*About this task*:
Only the pictures should be dropped; every line of the data must come back exactly as written.

*Input data*:
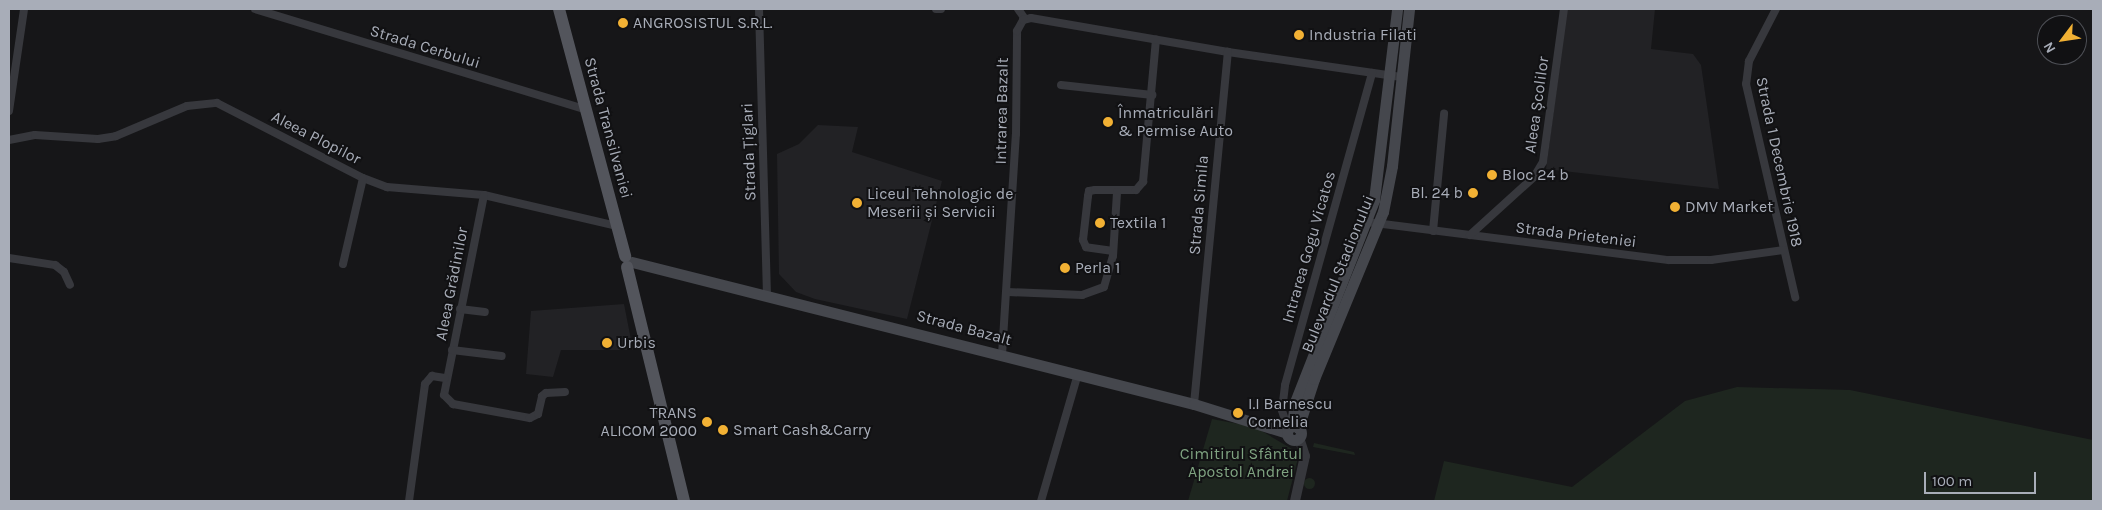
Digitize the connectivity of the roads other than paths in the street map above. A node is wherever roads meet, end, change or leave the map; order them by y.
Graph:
1 (24, 9) edge
2 (255, 9) edge
3 (559, 9) edge
4 (759, 9) edge
5 (936, 9) edge
6 (942, 9) edge
7 (1018, 9) edge
8 (1397, 9) edge
9 (1409, 9) edge
10 (1564, 9) edge
11 (1776, 9) edge
12 (1024, 20) junction
13 (1156, 40) junction
14 (1228, 52) junction
15 (1372, 73) junction
16 (1389, 75) junction
17 (1401, 76) junction
18 (1061, 85) dead end
19 (1152, 95) junction
20 (587, 110) junction
21 (9, 111) edge
22 (1444, 114) dead end
23 (9, 140) edge
24 (363, 178) junction
25 (1117, 192) junction
26 (484, 195) junction
27 (1373, 223) junction
28 (617, 226) junction
29 (1433, 231) junction
30 (1470, 235) junction
31 (1783, 250) junction
32 (1113, 251) junction
33 (9, 258) edge
34 (628, 262) junction
35 (343, 264) dead end
36 (70, 284) dead end
37 (1008, 292) junction
38 (767, 295) junction
39 (1795, 297) dead end
40 (460, 309) junction
41 (485, 312) dead end
42 (452, 350) junction
43 (1002, 355) junction
44 (502, 356) dead end
45 (1078, 374) junction
46 (445, 378) junction
47 (564, 392) dead end
48 (1194, 404) junction
49 (1293, 432) junction
50 (409, 501) edge
51 (684, 501) edge
52 (1041, 501) edge
53 (1295, 501) edge

1 - 21 street
2 - 20 street, Strada Cerbului
3 - 20 main road, Strada Transilvaniei
4 - 38 street, Strada Țiglari
5 - 6 street
7 - 12 street
8 - 16 main road, Bulevardul Stadionului
9 - 17 main road, Bulevardul Stadionului
10 - 30 street, Aleea Școlilor
11 - 31 street, Strada 1 Decembrie 1918
12 - 13 street
12 - 37 street, Intrarea Bazalt
13 - 14 street
13 - 19 street
14 - 15 street
14 - 48 street, Strada Simila
15 - 16 street
15 - 49 street, Intrarea Gogu Vicatos
16 - 17 street
16 - 27 main road, Bulevardul Stadionului
17 - 27 main road, Bulevardul Stadionului
18 - 19 street
19 - 25 street
20 - 28 main road, Strada Transilvaniei
22 - 29 street
23 - 24 street, Aleea Plopilor
24 - 26 street, Aleea Plopilor
24 - 35 street
25 - 32 street
25 - 32 street
26 - 28 street, Aleea Plopilor
26 - 40 street, Aleea Grădinilor
27 - 29 street, Strada Prieteniei
27 - 49 main road, Bulevardul Stadionului
28 - 34 main road, Strada Transilvaniei
29 - 30 street, Strada Prieteniei
30 - 31 street, Strada Prieteniei
31 - 39 street, Strada 1 Decembrie 1918
32 - 37 street
33 - 36 street
34 - 38 main road, Strada Bazalt
34 - 51 main road, Strada Transilvaniei
37 - 43 street, Intrarea Bazalt
38 - 43 main road, Strada Bazalt
40 - 41 street
40 - 42 street, Aleea Grădinilor
42 - 44 street
42 - 46 street, Aleea Grădinilor
43 - 45 main road, Strada Bazalt
45 - 48 main road, Strada Bazalt
45 - 52 street
46 - 47 street, Aleea Grădinilor
46 - 50 street
48 - 49 main road, Strada Bazalt
49 - 53 street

*Task solution*:
Digitize the connectivity of the roads other than paths in the street map above. A node is wherever roads meet, end, change or leave the map; order them by y.
Graph:
1 (24, 9) edge
2 (255, 9) edge
3 (559, 9) edge
4 (759, 9) edge
5 (936, 9) edge
6 (942, 9) edge
7 (1018, 9) edge
8 (1397, 9) edge
9 (1409, 9) edge
10 (1564, 9) edge
11 (1776, 9) edge
12 (1024, 20) junction
13 (1156, 40) junction
14 (1228, 52) junction
15 (1372, 73) junction
16 (1389, 75) junction
17 (1401, 76) junction
18 (1061, 85) dead end
19 (1152, 95) junction
20 (587, 110) junction
21 (9, 111) edge
22 (1444, 114) dead end
23 (9, 140) edge
24 (363, 178) junction
25 (1117, 192) junction
26 (484, 195) junction
27 (1373, 223) junction
28 (617, 226) junction
29 (1433, 231) junction
30 (1470, 235) junction
31 (1783, 250) junction
32 (1113, 251) junction
33 (9, 258) edge
34 (628, 262) junction
35 (343, 264) dead end
36 (70, 284) dead end
37 (1008, 292) junction
38 (767, 295) junction
39 (1795, 297) dead end
40 (460, 309) junction
41 (485, 312) dead end
42 (452, 350) junction
43 (1002, 355) junction
44 (502, 356) dead end
45 (1078, 374) junction
46 (445, 378) junction
47 (564, 392) dead end
48 (1194, 404) junction
49 (1293, 432) junction
50 (409, 501) edge
51 (684, 501) edge
52 (1041, 501) edge
53 (1295, 501) edge

1 - 21 street
2 - 20 street, Strada Cerbului
3 - 20 main road, Strada Transilvaniei
4 - 38 street, Strada Țiglari
5 - 6 street
7 - 12 street
8 - 16 main road, Bulevardul Stadionului
9 - 17 main road, Bulevardul Stadionului
10 - 30 street, Aleea Școlilor
11 - 31 street, Strada 1 Decembrie 1918
12 - 13 street
12 - 37 street, Intrarea Bazalt
13 - 14 street
13 - 19 street
14 - 15 street
14 - 48 street, Strada Simila
15 - 16 street
15 - 49 street, Intrarea Gogu Vicatos
16 - 17 street
16 - 27 main road, Bulevardul Stadionului
17 - 27 main road, Bulevardul Stadionului
18 - 19 street
19 - 25 street
20 - 28 main road, Strada Transilvaniei
22 - 29 street
23 - 24 street, Aleea Plopilor
24 - 26 street, Aleea Plopilor
24 - 35 street
25 - 32 street
25 - 32 street
26 - 28 street, Aleea Plopilor
26 - 40 street, Aleea Grădinilor
27 - 29 street, Strada Prieteniei
27 - 49 main road, Bulevardul Stadionului
28 - 34 main road, Strada Transilvaniei
29 - 30 street, Strada Prieteniei
30 - 31 street, Strada Prieteniei
31 - 39 street, Strada 1 Decembrie 1918
32 - 37 street
33 - 36 street
34 - 38 main road, Strada Bazalt
34 - 51 main road, Strada Transilvaniei
37 - 43 street, Intrarea Bazalt
38 - 43 main road, Strada Bazalt
40 - 41 street
40 - 42 street, Aleea Grădinilor
42 - 44 street
42 - 46 street, Aleea Grădinilor
43 - 45 main road, Strada Bazalt
45 - 48 main road, Strada Bazalt
45 - 52 street
46 - 47 street, Aleea Grădinilor
46 - 50 street
48 - 49 main road, Strada Bazalt
49 - 53 street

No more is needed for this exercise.